第8話
「ははっ、ざまあみろ!」
ヨリにトキのような可愛げがないから私もそうなるのか、単純にヨリにどう思われてもどうでもいいからそうなのか。
この小生意気な顔を見ると思ったことすべてが口に出る。
いつからだっけ。もうはるか昔すぎて忘れたな。
今でこそヨリともそれなりに仲良くしている私だけれど、同じマンションに住んでいようともたぶんトキがいなかったら私とヨリは仲の良い幼馴染になんてなっていなかったと思う。
…たぶん。
「イトも。今のは余計だよ」
「………はい」
そんな私達を繋いでくれているのはやっぱりトキで、この王子様のような存在がタイプの違う私達三人のバランスを絶妙に保ってくれている。
優しいクッションのような、春の柔らかい陽気のような、もしくは高級潤滑油のような…
ここはあまりにも居心地がよく、落ち着く場所。
まさに平穏。
だから女の世界のそれより、私にとっては三人の世界の平穏の方が大切だった。
よって、私はそれなりに寂しい中学時代を送ることとなった。
ヨリはこんな奴だからきっとその理由になんて気付いてもいない。
もちろんここでいうところの“理由”は、私がナントカちゃんの走り方を笑ったことなんかじゃない。
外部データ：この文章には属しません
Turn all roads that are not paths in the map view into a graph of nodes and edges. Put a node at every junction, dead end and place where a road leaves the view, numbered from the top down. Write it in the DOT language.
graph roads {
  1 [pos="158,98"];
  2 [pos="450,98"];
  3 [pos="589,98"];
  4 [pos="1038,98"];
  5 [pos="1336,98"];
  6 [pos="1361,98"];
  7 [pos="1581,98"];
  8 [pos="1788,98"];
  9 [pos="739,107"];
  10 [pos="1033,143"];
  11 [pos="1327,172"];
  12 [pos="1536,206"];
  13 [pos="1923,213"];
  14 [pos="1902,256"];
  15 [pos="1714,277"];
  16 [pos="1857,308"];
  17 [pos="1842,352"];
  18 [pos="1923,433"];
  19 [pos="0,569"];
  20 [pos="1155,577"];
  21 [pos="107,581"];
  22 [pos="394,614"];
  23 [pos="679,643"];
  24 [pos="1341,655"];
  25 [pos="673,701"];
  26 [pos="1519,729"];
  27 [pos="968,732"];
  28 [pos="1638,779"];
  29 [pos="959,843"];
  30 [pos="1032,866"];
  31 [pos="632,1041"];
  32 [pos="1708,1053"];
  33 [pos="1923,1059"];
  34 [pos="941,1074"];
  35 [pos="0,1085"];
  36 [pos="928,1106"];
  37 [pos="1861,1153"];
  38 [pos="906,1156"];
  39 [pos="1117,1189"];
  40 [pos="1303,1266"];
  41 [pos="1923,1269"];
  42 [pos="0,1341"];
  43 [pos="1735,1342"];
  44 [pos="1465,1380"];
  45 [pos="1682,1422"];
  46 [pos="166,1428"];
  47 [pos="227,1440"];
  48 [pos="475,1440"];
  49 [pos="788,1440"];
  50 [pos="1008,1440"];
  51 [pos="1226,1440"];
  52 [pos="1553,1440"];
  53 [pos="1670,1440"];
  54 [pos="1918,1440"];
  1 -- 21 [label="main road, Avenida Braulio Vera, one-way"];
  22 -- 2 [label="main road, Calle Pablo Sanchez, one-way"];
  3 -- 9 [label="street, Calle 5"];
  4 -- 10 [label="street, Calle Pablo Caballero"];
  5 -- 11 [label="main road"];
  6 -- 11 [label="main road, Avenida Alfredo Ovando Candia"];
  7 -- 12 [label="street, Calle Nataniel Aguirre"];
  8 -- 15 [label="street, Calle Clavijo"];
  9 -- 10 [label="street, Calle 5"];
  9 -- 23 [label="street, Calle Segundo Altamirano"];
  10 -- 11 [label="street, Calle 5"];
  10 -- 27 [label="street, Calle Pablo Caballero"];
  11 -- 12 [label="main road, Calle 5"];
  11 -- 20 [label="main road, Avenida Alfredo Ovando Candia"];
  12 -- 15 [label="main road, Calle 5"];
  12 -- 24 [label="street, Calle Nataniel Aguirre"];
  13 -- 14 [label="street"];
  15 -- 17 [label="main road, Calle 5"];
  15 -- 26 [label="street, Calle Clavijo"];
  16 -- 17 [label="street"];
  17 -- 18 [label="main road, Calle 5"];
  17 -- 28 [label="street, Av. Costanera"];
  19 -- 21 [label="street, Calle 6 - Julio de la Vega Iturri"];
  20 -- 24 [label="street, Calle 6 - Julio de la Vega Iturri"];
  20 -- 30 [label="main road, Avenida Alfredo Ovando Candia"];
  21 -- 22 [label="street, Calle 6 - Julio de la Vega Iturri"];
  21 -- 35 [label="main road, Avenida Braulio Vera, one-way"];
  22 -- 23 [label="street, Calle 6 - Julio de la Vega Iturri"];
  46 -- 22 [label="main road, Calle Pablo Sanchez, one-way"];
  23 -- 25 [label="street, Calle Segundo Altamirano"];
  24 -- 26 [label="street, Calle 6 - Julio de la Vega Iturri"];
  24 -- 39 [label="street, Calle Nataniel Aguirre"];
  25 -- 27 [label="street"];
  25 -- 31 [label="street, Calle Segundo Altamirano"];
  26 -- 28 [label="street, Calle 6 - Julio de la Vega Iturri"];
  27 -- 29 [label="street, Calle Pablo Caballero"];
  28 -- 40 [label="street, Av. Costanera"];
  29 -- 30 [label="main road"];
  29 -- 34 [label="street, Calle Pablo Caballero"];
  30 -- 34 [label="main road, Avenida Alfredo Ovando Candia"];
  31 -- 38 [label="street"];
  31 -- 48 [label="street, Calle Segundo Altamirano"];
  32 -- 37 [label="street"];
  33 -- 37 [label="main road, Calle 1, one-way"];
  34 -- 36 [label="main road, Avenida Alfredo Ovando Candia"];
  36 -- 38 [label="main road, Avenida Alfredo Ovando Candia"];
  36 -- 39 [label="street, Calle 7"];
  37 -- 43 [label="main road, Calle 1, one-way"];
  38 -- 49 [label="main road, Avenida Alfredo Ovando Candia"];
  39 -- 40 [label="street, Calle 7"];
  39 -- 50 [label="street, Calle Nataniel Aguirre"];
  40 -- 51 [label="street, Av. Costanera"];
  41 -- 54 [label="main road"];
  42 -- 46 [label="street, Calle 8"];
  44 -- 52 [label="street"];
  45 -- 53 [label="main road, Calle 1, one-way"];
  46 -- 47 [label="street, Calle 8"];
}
あの時トキは私を庇ってくれたけれど、なぜかその結果トキの株はまた上がり私の嫌われ度は倍増した。
意味は分からないけれど理解はしている。
人とはそういうもの。
人間関係って難しい。
だけど環境は変わる。
私達は今日から高校生だ。
「ヨリんとこは入学式親くんの?」
三人で並んで歩きながらそちらを覗き込むように私が聞けば、トキの向こうにいるヨリは正面を向いたまま「来る」と言った。
「お父さんとお母さんどっちも?」
「どっちも」
「なら一緒に行けばいいのにー」
私のその言葉に、ヨリはようやくこちらへと顔を向けた。
「そしたら晴れて私はトキと二人で」
「誰が高校生にもなって親と登校だよ」
私の言葉を遮り眉間にシワを寄せたヨリに、トキは困った顔で笑っていた。
“また始まった”って顔に書いてある。
「空気の読めない男だねぇ」
「空気が読めてねぇのはお前だ」
「どこがよ」
「この現状の全てがそうだろうがよ」
「あんだと!?」
「二人は本当に懲りないなぁ」
「……」
「……」
鶴の一声の威力はいつだって絶大だ。
私とヨリに挟まれたトキが私達に構うことなくマイペースに笑うから、なんだか一気に全てがどうでもよくなる。
それはもちろんいい意味で。
ヨリだって同じことを思っているはずだ。
私達にとってトキの笑顔は癒しそのものなのだ。
ヨリに関してはトキと住んでいる部屋が隣同士で私が二人と仲良くなるよりも前から遊んでいたというのもあるんだろうけれど、なんだかそれだけではないように感じている。